• **PROBLEM TO SOLVE**: Only the number is wanted: state how many lines of the data below contain the word "山大北路".
"""
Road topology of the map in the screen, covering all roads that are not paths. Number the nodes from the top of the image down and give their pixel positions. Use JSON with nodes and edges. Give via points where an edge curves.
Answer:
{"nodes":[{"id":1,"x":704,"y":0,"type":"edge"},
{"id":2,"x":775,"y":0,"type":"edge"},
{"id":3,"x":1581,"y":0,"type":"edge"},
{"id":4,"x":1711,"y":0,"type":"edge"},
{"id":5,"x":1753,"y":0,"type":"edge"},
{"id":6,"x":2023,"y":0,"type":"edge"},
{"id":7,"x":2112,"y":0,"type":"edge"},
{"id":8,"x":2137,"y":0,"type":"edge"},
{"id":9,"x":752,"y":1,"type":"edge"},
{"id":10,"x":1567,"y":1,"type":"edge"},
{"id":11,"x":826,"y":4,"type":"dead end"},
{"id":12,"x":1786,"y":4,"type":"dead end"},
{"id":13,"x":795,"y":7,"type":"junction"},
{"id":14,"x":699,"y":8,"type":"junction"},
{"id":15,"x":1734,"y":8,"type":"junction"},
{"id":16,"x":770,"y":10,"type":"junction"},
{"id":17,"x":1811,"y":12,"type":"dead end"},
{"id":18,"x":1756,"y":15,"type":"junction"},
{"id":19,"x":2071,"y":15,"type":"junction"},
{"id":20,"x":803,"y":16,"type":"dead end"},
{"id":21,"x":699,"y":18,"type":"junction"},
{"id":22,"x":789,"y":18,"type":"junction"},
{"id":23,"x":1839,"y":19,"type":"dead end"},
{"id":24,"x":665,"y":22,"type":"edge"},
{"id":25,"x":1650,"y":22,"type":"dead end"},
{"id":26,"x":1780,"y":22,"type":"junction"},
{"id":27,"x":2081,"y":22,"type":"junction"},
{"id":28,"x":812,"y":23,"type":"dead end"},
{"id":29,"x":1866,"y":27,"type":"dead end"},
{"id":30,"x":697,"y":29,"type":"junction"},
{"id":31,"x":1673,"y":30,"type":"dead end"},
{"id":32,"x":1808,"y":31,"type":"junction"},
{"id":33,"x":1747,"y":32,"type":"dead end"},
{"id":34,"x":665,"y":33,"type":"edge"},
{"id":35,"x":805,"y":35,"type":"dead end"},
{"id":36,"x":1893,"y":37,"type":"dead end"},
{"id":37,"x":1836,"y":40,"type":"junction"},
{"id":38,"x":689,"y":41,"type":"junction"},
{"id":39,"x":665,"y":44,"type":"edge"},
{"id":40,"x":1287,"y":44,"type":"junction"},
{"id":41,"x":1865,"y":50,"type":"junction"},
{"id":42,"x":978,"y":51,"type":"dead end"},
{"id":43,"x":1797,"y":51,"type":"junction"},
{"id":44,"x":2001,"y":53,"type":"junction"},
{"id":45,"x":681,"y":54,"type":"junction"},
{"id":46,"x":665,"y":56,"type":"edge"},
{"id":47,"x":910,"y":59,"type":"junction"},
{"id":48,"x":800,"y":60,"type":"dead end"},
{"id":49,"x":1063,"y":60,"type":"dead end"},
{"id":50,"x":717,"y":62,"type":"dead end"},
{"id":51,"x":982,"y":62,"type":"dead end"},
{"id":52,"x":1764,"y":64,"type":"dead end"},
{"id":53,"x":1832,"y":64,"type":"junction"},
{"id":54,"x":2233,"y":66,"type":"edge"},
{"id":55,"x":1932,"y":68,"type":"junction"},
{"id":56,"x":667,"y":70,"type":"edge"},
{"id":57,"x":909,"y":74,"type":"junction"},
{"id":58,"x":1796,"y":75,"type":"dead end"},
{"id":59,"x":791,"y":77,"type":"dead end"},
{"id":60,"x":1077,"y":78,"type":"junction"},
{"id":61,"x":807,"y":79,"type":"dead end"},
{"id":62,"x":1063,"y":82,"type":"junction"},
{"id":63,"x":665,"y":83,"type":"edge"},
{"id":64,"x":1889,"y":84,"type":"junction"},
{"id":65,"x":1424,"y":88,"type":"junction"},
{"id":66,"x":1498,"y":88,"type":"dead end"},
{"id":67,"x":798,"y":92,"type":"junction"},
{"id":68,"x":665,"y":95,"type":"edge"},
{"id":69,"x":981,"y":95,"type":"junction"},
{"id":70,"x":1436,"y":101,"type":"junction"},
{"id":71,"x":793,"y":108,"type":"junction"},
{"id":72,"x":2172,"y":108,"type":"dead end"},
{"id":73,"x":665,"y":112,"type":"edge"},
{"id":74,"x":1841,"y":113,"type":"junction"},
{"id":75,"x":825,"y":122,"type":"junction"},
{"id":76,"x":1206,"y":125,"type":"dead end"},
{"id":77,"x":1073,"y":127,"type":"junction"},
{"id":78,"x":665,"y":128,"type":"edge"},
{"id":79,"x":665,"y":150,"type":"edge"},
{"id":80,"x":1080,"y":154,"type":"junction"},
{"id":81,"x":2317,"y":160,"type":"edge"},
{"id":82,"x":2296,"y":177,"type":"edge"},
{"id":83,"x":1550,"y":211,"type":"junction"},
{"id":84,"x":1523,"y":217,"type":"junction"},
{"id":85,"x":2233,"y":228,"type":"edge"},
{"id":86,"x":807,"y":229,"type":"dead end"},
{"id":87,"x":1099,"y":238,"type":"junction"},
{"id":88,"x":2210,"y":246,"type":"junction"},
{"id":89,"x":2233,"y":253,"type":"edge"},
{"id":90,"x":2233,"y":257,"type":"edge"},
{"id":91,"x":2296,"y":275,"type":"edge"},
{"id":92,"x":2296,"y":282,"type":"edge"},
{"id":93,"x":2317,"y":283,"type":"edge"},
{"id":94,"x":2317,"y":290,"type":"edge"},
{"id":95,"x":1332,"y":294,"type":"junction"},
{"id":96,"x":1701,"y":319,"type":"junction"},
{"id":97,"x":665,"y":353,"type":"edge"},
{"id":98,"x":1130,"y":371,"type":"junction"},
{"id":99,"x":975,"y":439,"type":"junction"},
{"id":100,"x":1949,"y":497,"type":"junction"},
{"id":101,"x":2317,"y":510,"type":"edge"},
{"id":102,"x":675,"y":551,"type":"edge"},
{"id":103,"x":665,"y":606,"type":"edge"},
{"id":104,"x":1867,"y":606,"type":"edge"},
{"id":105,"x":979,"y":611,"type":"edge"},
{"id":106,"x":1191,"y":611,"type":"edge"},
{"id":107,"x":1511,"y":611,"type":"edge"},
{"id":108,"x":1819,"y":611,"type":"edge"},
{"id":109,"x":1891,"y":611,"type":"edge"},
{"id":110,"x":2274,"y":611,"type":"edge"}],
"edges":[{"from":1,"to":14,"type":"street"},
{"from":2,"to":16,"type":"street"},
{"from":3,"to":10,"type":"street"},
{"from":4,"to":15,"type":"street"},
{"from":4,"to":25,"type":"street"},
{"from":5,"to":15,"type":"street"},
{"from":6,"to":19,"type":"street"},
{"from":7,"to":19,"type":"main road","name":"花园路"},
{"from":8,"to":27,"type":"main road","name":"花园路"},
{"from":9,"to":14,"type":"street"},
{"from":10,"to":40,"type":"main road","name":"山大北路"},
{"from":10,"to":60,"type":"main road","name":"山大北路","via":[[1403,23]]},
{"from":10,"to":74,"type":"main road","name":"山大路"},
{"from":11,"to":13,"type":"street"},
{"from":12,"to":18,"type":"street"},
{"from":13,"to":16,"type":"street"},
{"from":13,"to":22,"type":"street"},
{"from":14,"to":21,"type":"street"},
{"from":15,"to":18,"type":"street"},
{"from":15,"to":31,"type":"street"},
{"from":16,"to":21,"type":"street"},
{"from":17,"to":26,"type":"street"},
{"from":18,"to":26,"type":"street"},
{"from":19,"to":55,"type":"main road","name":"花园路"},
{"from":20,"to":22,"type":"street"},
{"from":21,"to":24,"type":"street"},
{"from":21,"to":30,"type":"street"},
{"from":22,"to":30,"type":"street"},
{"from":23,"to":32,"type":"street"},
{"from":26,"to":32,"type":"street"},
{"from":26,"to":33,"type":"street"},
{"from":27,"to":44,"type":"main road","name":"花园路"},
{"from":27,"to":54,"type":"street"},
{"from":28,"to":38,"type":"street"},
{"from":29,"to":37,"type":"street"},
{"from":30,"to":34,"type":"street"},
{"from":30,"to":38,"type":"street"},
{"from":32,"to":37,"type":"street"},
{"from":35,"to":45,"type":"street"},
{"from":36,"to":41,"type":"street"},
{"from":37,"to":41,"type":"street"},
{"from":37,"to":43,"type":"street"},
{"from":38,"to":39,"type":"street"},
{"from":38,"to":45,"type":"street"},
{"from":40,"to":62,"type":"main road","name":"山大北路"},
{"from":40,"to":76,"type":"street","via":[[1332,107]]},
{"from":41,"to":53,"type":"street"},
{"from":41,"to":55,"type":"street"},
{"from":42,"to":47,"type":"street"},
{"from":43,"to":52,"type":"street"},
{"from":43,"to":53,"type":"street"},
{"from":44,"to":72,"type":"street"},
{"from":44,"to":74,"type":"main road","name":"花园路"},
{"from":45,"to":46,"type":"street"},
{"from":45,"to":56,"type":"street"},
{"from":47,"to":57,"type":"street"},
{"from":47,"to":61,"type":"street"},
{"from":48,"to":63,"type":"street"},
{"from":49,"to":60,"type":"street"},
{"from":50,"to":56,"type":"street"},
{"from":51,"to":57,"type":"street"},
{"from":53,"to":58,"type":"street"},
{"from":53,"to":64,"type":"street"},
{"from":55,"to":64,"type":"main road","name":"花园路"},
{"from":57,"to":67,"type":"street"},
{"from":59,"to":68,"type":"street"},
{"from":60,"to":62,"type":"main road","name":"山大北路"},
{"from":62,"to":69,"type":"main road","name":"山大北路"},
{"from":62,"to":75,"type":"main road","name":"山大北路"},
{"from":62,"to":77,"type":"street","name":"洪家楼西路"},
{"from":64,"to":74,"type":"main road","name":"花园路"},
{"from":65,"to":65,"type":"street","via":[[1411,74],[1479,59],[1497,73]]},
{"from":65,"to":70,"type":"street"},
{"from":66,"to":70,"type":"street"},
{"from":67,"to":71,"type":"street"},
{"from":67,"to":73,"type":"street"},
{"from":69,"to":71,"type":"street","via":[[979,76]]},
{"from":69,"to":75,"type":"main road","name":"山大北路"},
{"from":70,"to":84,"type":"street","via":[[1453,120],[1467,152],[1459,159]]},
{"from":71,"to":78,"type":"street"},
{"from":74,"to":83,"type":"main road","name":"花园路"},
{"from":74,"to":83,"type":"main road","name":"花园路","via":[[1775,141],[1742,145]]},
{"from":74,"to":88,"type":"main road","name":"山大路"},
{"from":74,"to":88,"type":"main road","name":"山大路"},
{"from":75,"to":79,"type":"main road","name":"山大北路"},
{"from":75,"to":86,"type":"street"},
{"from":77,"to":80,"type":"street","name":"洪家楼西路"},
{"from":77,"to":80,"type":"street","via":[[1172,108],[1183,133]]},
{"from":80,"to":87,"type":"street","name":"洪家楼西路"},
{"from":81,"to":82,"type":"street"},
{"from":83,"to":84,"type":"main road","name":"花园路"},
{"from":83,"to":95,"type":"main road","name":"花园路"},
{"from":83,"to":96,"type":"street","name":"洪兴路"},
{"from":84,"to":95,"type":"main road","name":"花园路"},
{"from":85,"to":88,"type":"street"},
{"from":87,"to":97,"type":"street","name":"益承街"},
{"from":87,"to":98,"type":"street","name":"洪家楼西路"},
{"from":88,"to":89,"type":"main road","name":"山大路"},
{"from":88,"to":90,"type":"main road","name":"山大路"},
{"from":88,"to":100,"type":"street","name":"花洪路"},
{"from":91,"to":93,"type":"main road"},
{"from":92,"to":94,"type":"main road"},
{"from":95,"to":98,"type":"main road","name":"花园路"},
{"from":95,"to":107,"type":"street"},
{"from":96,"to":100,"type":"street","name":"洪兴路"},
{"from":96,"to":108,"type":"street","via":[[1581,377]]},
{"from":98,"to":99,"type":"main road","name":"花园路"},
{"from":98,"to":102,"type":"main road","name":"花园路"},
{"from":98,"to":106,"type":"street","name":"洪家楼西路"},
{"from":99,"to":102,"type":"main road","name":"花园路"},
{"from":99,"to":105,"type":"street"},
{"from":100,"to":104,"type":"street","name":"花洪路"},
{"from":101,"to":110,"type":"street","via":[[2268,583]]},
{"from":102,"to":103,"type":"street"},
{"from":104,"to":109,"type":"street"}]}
"""
• **WRITTEN ANSWER**: 8